Por Sergius Gonzaga
Professor, coordenador do Livro e da Literatura da Secretaria da Cultura de Porto Alegre
Foi por meio da crônica – esta espécie literária de natureza breve, imprecisa e mutante, centrada em comentários sobre as faces miúdas do cotidiano – que David Coimbra se tornou referência permanente para os leitores gaúchos. Seu precoce desaparecimento comoveu milhares de pessoas que o admiravam e se identificavam com seus textos escritos naquele tom coloquial, aparentemente menor e plenamente acessível, exigência básica do gênero.
David tinha as virtudes dos melhores cronistas. O olhar que lançava sobre a realidade estava impregnado de ardor pelo movimento incessante da vida, pelo fluxo das paixões humanas, pelos acontecimentos históricos e pelos fatos triviais, em que surpreendia as pulsões dramáticas ou cômicas da existência. Parte considerável da energia e da dimensão múltipla de seus escritos nascia desse amor e dessa curiosidade pelas coisas do mundo. Produziu crônicas esportivas, políticas, humorísticas, líricas, registros de costumes, debateu os valores do nosso tempo, frequentemente ocultos em pequenas histórias, estabelecendo aquele tipo de crônica-conto, de desfecho inesperado, que tanto agrada ao leitor. Tudo isso procedia do afeto incomensurável que nutria pela matéria movente e suas circunstâncias.
Em todas as modalidades de crônica se revelava persuasivo, sedutor e, às vezes, polêmico. Guardei a impressão de que o debate candente o atraía, embora fosse uma pessoa tolerante e amável. Sua ideologia, um tanto difusa, como convém aos escritores, mesclava liberalismo, humanismo e certo viés cético que o levava a desconfiar das certezas inabaláveis, da fé irracional em sistemas e da redenção apocalíptica prometida por líderes messiânicos.
Era também um grande leitor, e há ressonâncias em sua obra de dois dos maiores cronistas do país: Nelson Rodrigues e Rubem Braga. Do primeiro cultivou o gosto pela frase de efeito, pela cena patética, pelo humor insólito e pelas deliciosas histórias de fundo erótico, muitas ocorridas no IAPI. Esse bairro porto-alegrense foi sua máxima invenção ficcional, seu território mítico, onde os impulsos sexuais vinham à tona em turbilhão avassalador, arrastando rapazes e moças a um universo de prazeres e pecados que nós, moradores de outras regiões da cidade, desconhecíamos.
Já do velho Rubem Braga herdou a visão lírica, capaz de descobrir na atmosfera da vida gris a luminosidade da poesia humana, da amizade, do prazer do convívio e, sobretudo, dos encantos da nostalgia.
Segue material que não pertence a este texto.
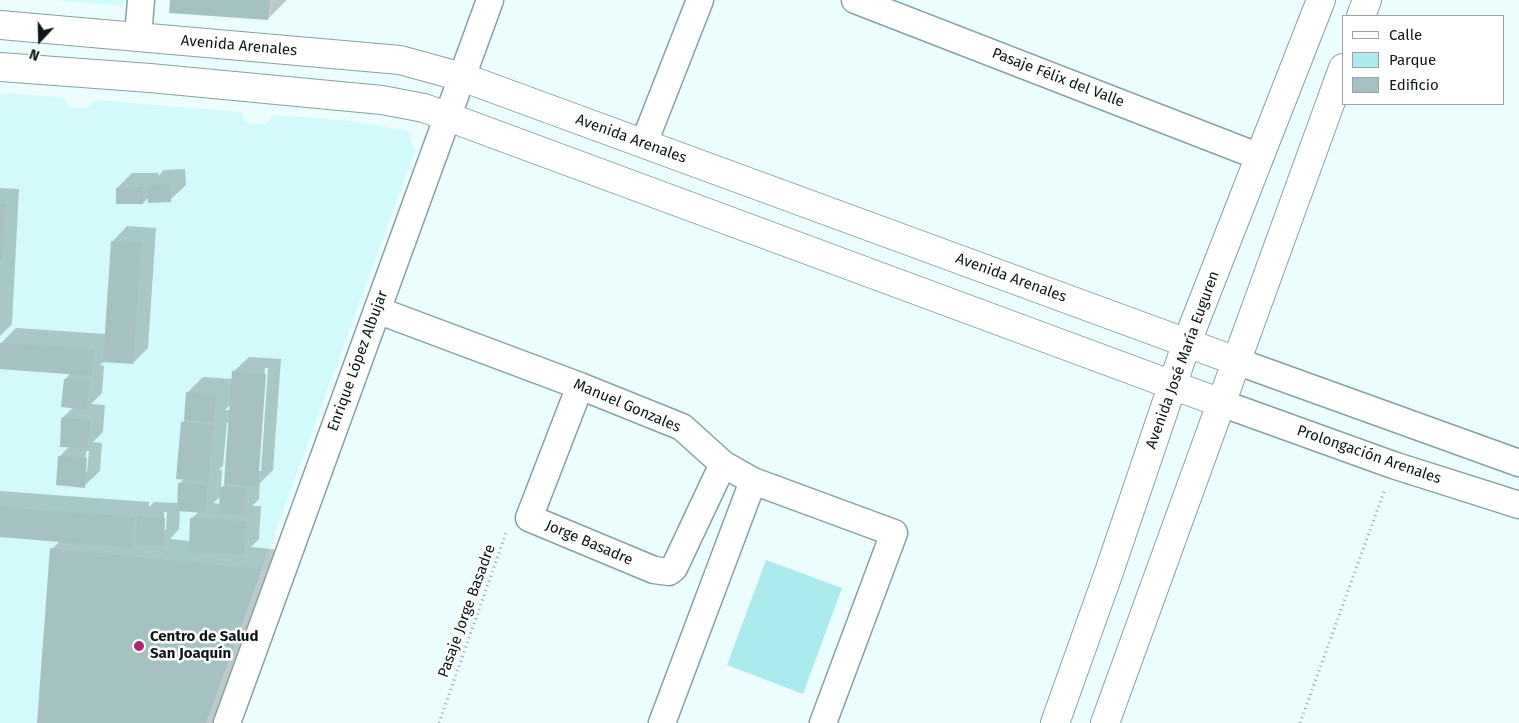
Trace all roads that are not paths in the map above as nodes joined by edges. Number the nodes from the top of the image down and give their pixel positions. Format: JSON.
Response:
{"nodes":[{"id":1,"x":141,"y":0,"type":"edge"},
{"id":2,"x":490,"y":0,"type":"edge"},
{"id":3,"x":700,"y":0,"type":"edge"},
{"id":4,"x":855,"y":0,"type":"edge"},
{"id":5,"x":1321,"y":0,"type":"edge"},
{"id":6,"x":1367,"y":0,"type":"edge"},
{"id":7,"x":1361,"y":15,"type":"edge"},
{"id":8,"x":0,"y":25,"type":"edge"},
{"id":9,"x":138,"y":37,"type":"junction"},
{"id":10,"x":0,"y":68,"type":"edge"},
{"id":11,"x":1342,"y":71,"type":"edge"},
{"id":12,"x":462,"y":77,"type":"junction"},
{"id":13,"x":448,"y":118,"type":"junction"},
{"id":14,"x":644,"y":143,"type":"junction"},
{"id":15,"x":1260,"y":156,"type":"junction"},
{"id":16,"x":377,"y":310,"type":"junction"},
{"id":17,"x":1187,"y":342,"type":"junction"},
{"id":18,"x":1236,"y":361,"type":"junction"},
{"id":19,"x":1172,"y":384,"type":"junction"},
{"id":20,"x":580,"y":386,"type":"junction"},
{"id":21,"x":1221,"y":403,"type":"junction"},
{"id":22,"x":1519,"y":463,"type":"edge"},
{"id":23,"x":722,"y":464,"type":"junction"},
{"id":24,"x":753,"y":481,"type":"junction"},
{"id":25,"x":1519,"y":505,"type":"edge"},
{"id":26,"x":227,"y":723,"type":"edge"},
{"id":27,"x":662,"y":723,"type":"edge"},
{"id":28,"x":823,"y":723,"type":"edge"},
{"id":29,"x":1055,"y":723,"type":"edge"},
{"id":30,"x":1105,"y":723,"type":"edge"}],
"edges":[{"from":1,"to":9,"type":"street"},
{"from":2,"to":12,"type":"street","name":"Enrique López Albujar"},
{"from":3,"to":14,"type":"street"},
{"from":4,"to":15,"type":"street","name":"Pasaje Félix del Valle"},
{"from":5,"to":15,"type":"street","name":"Avenida José María Euguren"},
{"from":6,"to":7,"type":"street"},
{"from":8,"to":9,"type":"street","name":"Avenida Arenales"},
{"from":9,"to":12,"type":"street","name":"Avenida Arenales"},
{"from":10,"to":13,"type":"street"},
{"from":11,"to":18,"type":"street"},
{"from":12,"to":13,"type":"street","name":"Enrique López Albujar"},
{"from":12,"to":14,"type":"street","name":"Avenida Arenales"},
{"from":13,"to":16,"type":"street","name":"Enrique López Albujar"},
{"from":13,"to":19,"type":"street"},
{"from":14,"to":17,"type":"street","name":"Avenida Arenales"},
{"from":15,"to":17,"type":"street","name":"Avenida José María Euguren"},
{"from":16,"to":20,"type":"street","name":"Manuel Gonzales"},
{"from":16,"to":26,"type":"street","name":"Enrique López Albujar"},
{"from":17,"to":18,"type":"street","name":"Avenida Arenales"},
{"from":17,"to":19,"type":"street","name":"Avenida José María Euguren"},
{"from":18,"to":21,"type":"street"},
{"from":18,"to":22,"type":"street"},
{"from":19,"to":21,"type":"street"},
{"from":19,"to":29,"type":"street","name":"Avenida José María Euguren"},
{"from":20,"to":23,"type":"street","name":"Manuel Gonzales"},
{"from":20,"to":23,"type":"street","name":"Jorge Basadre"},
{"from":21,"to":25,"type":"street","name":"Prolongación Arenales"},
{"from":21,"to":30,"type":"street"},
{"from":23,"to":24,"type":"street","name":"Manuel Gonzales"},
{"from":24,"to":27,"type":"street"},
{"from":24,"to":28,"type":"street","name":"Manuel Gonzales"}]}
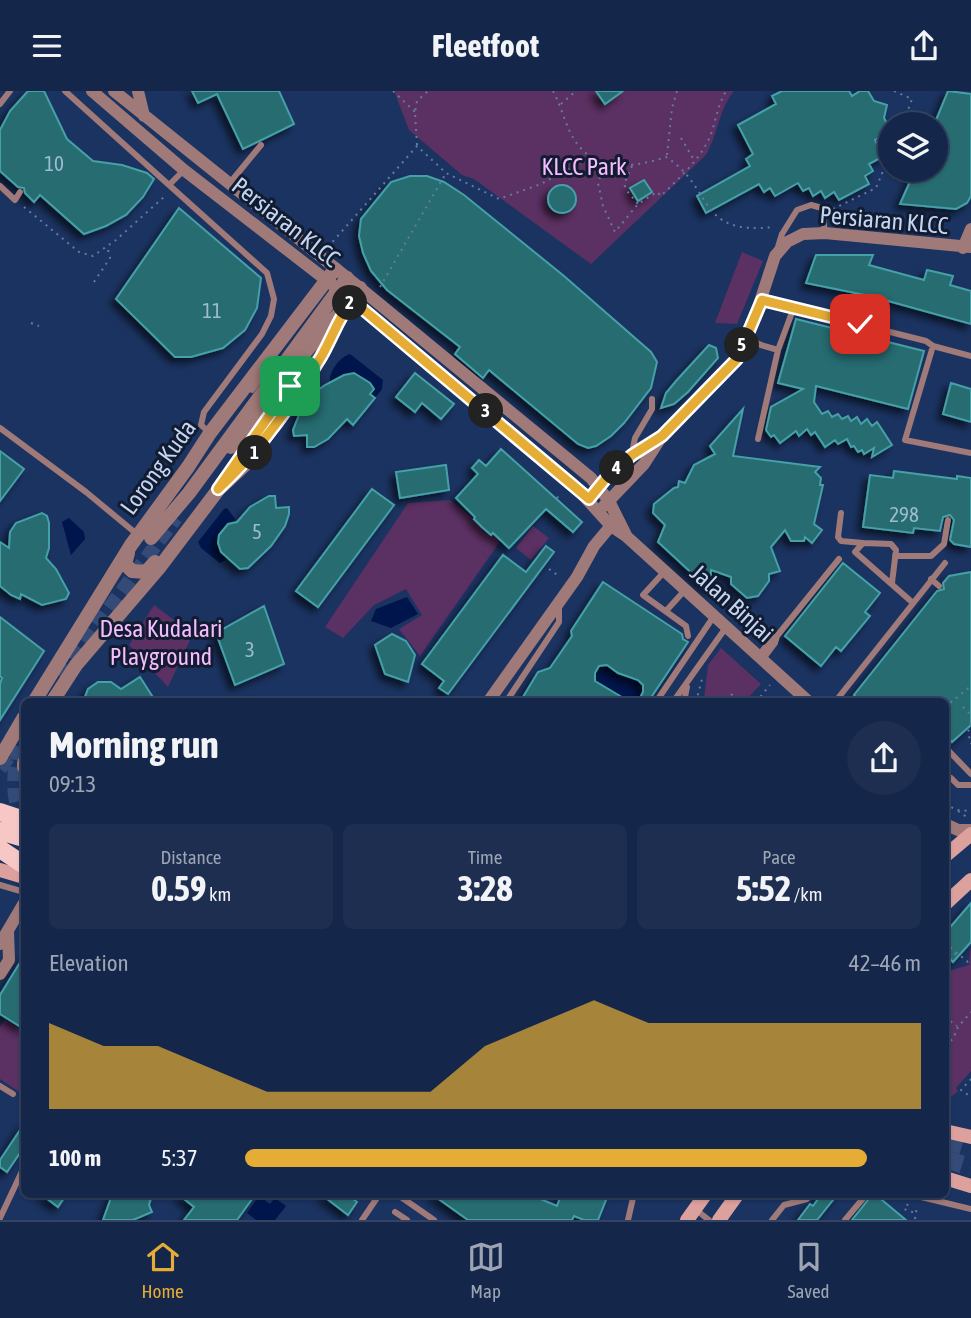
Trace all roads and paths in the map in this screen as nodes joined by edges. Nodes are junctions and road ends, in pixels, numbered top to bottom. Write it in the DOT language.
graph roads {
  1 [pos="10,91"];
  2 [pos="65,91"];
  3 [pos="92,91"];
  4 [pos="138,91"];
  5 [pos="393,91"];
  6 [pos="422,91"];
  7 [pos="428,91"];
  8 [pos="553,91"];
  9 [pos="576,91"];
  10 [pos="677,91"];
  11 [pos="725,91"];
  12 [pos="894,91"];
  13 [pos="907,91"];
  14 [pos="116,95"];
  15 [pos="422,96"];
  16 [pos="905,96"];
  17 [pos="0,104"];
  18 [pos="559,105"];
  19 [pos="415,112"];
  20 [pos="907,112"];
  21 [pos="144,117"];
  22 [pos="681,138"];
  23 [pos="261,145"];
  24 [pos="417,146"];
  25 [pos="591,157"];
  26 [pos="666,157"];
  27 [pos="694,160"];
  28 [pos="605,164"];
  29 [pos="633,166"];
  30 [pos="184,170"];
  31 [pos="686,172"];
  32 [pos="446,173"];
  33 [pos="878,182"];
  34 [pos="229,184"];
  35 [pos="0,186"];
  36 [pos="171,187"];
  37 [pos="20,192"];
  38 [pos="15,199"];
  39 [pos="638,204"];
  40 [pos="821,208"];
  41 [pos="774,227"];
  42 [pos="971,229"];
  43 [pos="825,233"];
  44 [pos="107,246"];
  45 [pos="328,247"];
  46 [pos="967,247"];
  47 [pos="775,256"];
  48 [pos="337,279"];
  49 [pos="94,282"];
  50 [pos="380,287"];
  51 [pos="356,294"];
  52 [pos="762,300"];
  53 [pos="794,307"];
  54 [pos="343,312"];
  55 [pos="30,323"];
  56 [pos="38,326"];
  57 [pos="745,337"];
  58 [pos="933,345"];
  59 [pos="778,350"];
  60 [pos="971,356"];
  61 [pos="270,367"];
  62 [pos="290,386"];
  63 [pos="652,399"];
  64 [pos="0,428"];
  65 [pos="210,433"];
  66 [pos="662,436"];
  67 [pos="758,439"];
  68 [pos="971,453"];
  69 [pos="632,455"];
  70 [pos="188,467"];
  71 [pos="598,488"];
  72 [pos="218,489"];
  73 [pos="194,494"];
  74 [pos="589,499"];
  75 [pos="609,501"];
  76 [pos="600,511"];
  77 [pos="841,513"];
  78 [pos="948,520"];
  79 [pos="614,522"];
  80 [pos="626,536"];
  81 [pos="140,539"];
  82 [pos="863,543"];
  83 [pos="174,549"];
  84 [pos="895,556"];
  85 [pos="839,559"];
  86 [pos="944,563"];
  87 [pos="549,569"];
  88 [pos="665,571"];
  89 [pos="931,579"];
  90 [pos="564,580"];
  91 [pos="892,583"];
  92 [pos="939,586"];
  93 [pos="686,589"];
  94 [pos="559,600"];
  95 [pos="913,603"];
  96 [pos="666,611"];
  97 [pos="715,614"];
  98 [pos="727,625"];
  99 [pos="688,636"];
  100 [pos="761,657"];
  101 [pos="532,662"];
  102 [pos="513,665"];
  103 [pos="688,681"];
  104 [pos="770,685"];
  105 [pos="971,686"];
  106 [pos="731,694"];
  107 [pos="37,698"];
  108 [pos="55,698"];
  109 [pos="491,698"];
  110 [pos="509,698"];
  111 [pos="658,698"];
  112 [pos="676,698"];
  113 [pos="685,698"];
  114 [pos="736,698"];
  115 [pos="759,698"];
  116 [pos="805,698"];
  117 [pos="838,698"];
  118 [pos="949,704"];
  119 [pos="963,707"];
  120 [pos="971,715"];
  121 [pos="21,722"];
  122 [pos="971,723"];
  123 [pos="971,744"];
  124 [pos="949,751"];
  125 [pos="0,758"];
  126 [pos="971,775"];
  127 [pos="951,778"];
  128 [pos="971,785"];
  129 [pos="949,806"];
  130 [pos="957,810"];
  131 [pos="971,811"];
  132 [pos="0,813"];
  133 [pos="21,819"];
  134 [pos="971,819"];
  135 [pos="949,826"];
  136 [pos="0,831"];
  137 [pos="971,832"];
  138 [pos="21,837"];
  139 [pos="0,849"];
  140 [pos="949,852"];
  141 [pos="21,863"];
  142 [pos="0,870"];
  143 [pos="21,876"];
  144 [pos="971,880"];
  145 [pos="0,885"];
  146 [pos="21,891"];
  147 [pos="949,900"];
  148 [pos="21,909"];
  149 [pos="8,932"];
  150 [pos="0,944"];
  151 [pos="949,946"];
  152 [pos="957,953"];
  153 [pos="949,961"];
  154 [pos="971,961"];
  155 [pos="0,974"];
  156 [pos="971,1012"];
  157 [pos="949,1020"];
  158 [pos="958,1027"];
  159 [pos="949,1042"];
  160 [pos="971,1079"];
  161 [pos="0,1086"];
  162 [pos="13,1094"];
  163 [pos="971,1097"];
  164 [pos="949,1132"];
  165 [pos="971,1137"];
  166 [pos="21,1174"];
  167 [pos="949,1179"];
  168 [pos="971,1186"];
  169 [pos="377,1198"];
  170 [pos="402,1198"];
  171 [pos="634,1198"];
  172 [pos="735,1198"];
  173 [pos="808,1198"];
  174 [pos="863,1198"];
  175 [pos="925,1198"];
  176 [pos="698,1204"];
  177 [pos="918,1204"];
  178 [pos="912,1205"];
  179 [pos="971,1209"];
  180 [pos="395,1212"];
  181 [pos="915,1213"];
  182 [pos="2,1218"];
  183 [pos="915,1219"];
  184 [pos="362,1220"];
  185 [pos="407,1220"];
  186 [pos="434,1220"];
  187 [pos="628,1220"];
  188 [pos="709,1220"];
  189 [pos="719,1220"];
  190 [pos="772,1220"];
  191 [pos="845,1220"];
  1 -- 17 [label="lane"];
  2 -- 36 [label="lane"];
  3 -- 14 [label="street"];
  4 -- 21 [label="street"];
  5 -- 19 [label="path"];
  6 -- 15 [label="path"];
  7 -- 15 [label="path"];
  8 -- 18 [label="path"];
  9 -- 18 [label="path"];
  10 -- 26 [label="path"];
  11 -- 27 [label="path"];
  12 -- 16 [label="path"];
  13 -- 16 [label="path"];
  14 -- 21 [label="street, Persiaran KLCC"];
  14 -- 30 [label="street, Persiaran KLCC"];
  15 -- 19 [label="path"];
  16 -- 20 [label="path"];
  18 -- 25 [label="path"];
  19 -- 24 [label="path"];
  21 -- 34 [label="street, Persiaran KLCC"];
  22 -- 27 [label="path"];
  23 -- 34 [label="lane"];
  24 -- 32 [label="path"];
  24 -- 45 [label="path"];
  25 -- 28 [label="path"];
  25 -- 32 [label="path"];
  26 -- 29 [label="path"];
  26 -- 31 [label="path"];
  27 -- 31 [label="path"];
  28 -- 29 [label="path"];
  28 -- 39 [label="path"];
  29 -- 39 [label="path"];
  30 -- 36 [label="lane"];
  30 -- 48 [label="street, Persiaran KLCC"];
  31 -- 39 [label="path"];
  31 -- 41 [label="path"];
  32 -- 50 [label="path"];
  33 -- 40 [label="path"];
  34 -- 48 [label="street, Persiaran KLCC"];
  35 -- 38 [label="lane"];
  36 -- 44 [label="path"];
  36 -- 65 [label="lane"];
  37 -- 38 [label="lane"];
  38 -- 44 [label="path"];
  40 -- 43 [label="lane"];
  40 -- 47 [label="lane"];
  42 -- 46 [label="street, Persiaran KLCC"];
  43 -- 46 [label="street, Persiaran KLCC"];
  43 -- 47 [label="street, Persiaran KLCC"];
  44 -- 49 [label="path"];
  47 -- 52 [label="street"];
  48 -- 51 [label="street, Persiaran KLCC"];
  48 -- 65 [label="street, Lorong Kuda"];
  48 -- 81 [label="street"];
  51 -- 54 [label="street, Lorong Kuda"];
  51 -- 71 [label="street, Persiaran KLCC"];
  51 -- 74 [label="street, Persiaran KLCC"];
  52 -- 53 [label="lane"];
  52 -- 57 [label="street"];
  53 -- 58 [label="lane"];
  53 -- 59 [label="lane"];
  54 -- 72 [label="street, Lorong Kuda"];
  54 -- 73 [label="street, Lorong Kuda"];
  55 -- 56 [label="path"];
  57 -- 59 [label="lane"];
  57 -- 66 [label="street"];
  58 -- 60 [label="lane"];
  58 -- 68 [label="lane"];
  59 -- 67 [label="lane"];
  61 -- 70 [label="lane"];
  62 -- 72 [label="lane"];
  63 -- 69 [label="lane"];
  64 -- 81 [label="lane"];
  65 -- 70 [label="street, Lorong Kuda"];
  66 -- 69 [label="street"];
  66 -- 75 [label="street"];
  69 -- 71 [label="street"];
  70 -- 81 [label="street, Lorong Kuda"];
  71 -- 74 [label="street"];
  71 -- 75 [label="street, Persiaran KLCC"];
  72 -- 83 [label="street, Lorong Kuda"];
  74 -- 76 [label="street, Persiaran KLCC"];
  75 -- 76 [label="street"];
  75 -- 79 [label="street, Persiaran KLCC"];
  76 -- 79 [label="street, Persiaran KLCC"];
  77 -- 82 [label="lane"];
  78 -- 84 [label="lane"];
  79 -- 80 [label="street, Persiaran KLCC"];
  79 -- 94 [label="street"];
  80 -- 88 [label="street, Jalan Binjai"];
  81 -- 83 [label="street"];
  81 -- 107 [label="street, Lorong Kuda"];
  82 -- 84 [label="lane"];
  82 -- 91 [label="lane"];
  83 -- 108 [label="street, Lorong Kuda"];
  84 -- 91 [label="lane"];
  85 -- 100 [label="lane"];
  86 -- 89 [label="lane"];
  87 -- 90 [label="path"];
  88 -- 93 [label="street, Jalan Binjai"];
  88 -- 96 [label="lane"];
  89 -- 92 [label="lane"];
  89 -- 95 [label="lane"];
  91 -- 95 [label="lane"];
  93 -- 96 [label="lane"];
  93 -- 97 [label="street, Jalan Binjai"];
  94 -- 101 [label="lane"];
  94 -- 102 [label="street"];
  95 -- 117 [label="lane"];
  96 -- 99 [label="lane"];
  97 -- 98 [label="street, Jalan Binjai"];
  97 -- 111 [label="lane"];
  98 -- 100 [label="street, Jalan Binjai"];
  98 -- 103 [label="lane"];
  100 -- 116 [label="street, Jalan Binjai"];
  101 -- 102 [label="lane"];
  101 -- 110 [label="lane"];
  102 -- 109 [label="street"];
  103 -- 112 [label="lane"];
  103 -- 113 [label="lane"];
  104 -- 115 [label="path"];
  105 -- 118 [label="path"];
  106 -- 114 [label="path"];
  119 -- 120 [label="path"];
  121 -- 125 [label="street"];
  122 -- 123 [label="path"];
  124 -- 126 [label="lane"];
  127 -- 128 [label="lane"];
  129 -- 130 [label="path"];
  130 -- 131 [label="path"];
  130 -- 134 [label="path"];
  132 -- 133 [label="main road"];
  135 -- 137 [label="street"];
  136 -- 138 [label="main road"];
  137 -- 140 [label="main road"];
  139 -- 141 [label="main road"];
  142 -- 143 [label="main road"];
  144 -- 147 [label="main road"];
  145 -- 146 [label="lane"];
  148 -- 149 [label="street"];
  149 -- 150 [label="street"];
  149 -- 155 [label="street"];
  151 -- 152 [label="path"];
  152 -- 153 [label="path"];
  152 -- 154 [label="path"];
  156 -- 158 [label="path"];
  157 -- 158 [label="path"];
  158 -- 159 [label="path"];
  160 -- 163 [label="path"];
  161 -- 162 [label="lane"];
  164 -- 165 [label="main road"];
  166 -- 182 [label="lane"];
  167 -- 168 [label="main road"];
  169 -- 184 [label="lane"];
  170 -- 186 [label="lane"];
  171 -- 187 [label="lane"];
  172 -- 189 [label="main road"];
  173 -- 190 [label="lane"];
  174 -- 191 [label="lane"];
  175 -- 179 [label="lane"];
  176 -- 188 [label="lane"];
  177 -- 181 [label="path"];
  178 -- 181 [label="path"];
  180 -- 185 [label="lane"];
  181 -- 183 [label="path"];
}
Talvez esses textos constituam o grão mais tocante e puro de sua escrita. Carregados de lembranças, sejam as familiares, sejam as de seu bairro (que graças a ele entrou na geografia literária da capital gaúcha); ou ainda evocando as experiências juvenis dos anos 1980 e constituindo não apenas uma autobiografia, mas fixando para sempre uma época em sua fisionomia moral e social, David possivelmente tenha ultrapassado a realidade imediata e alcançado a transcendência buscada por todos os cronistas. Seus livros, tenho certeza, continuarão sendo lidos.
É assim que a arte triunfa sobre a morte: permanecendo.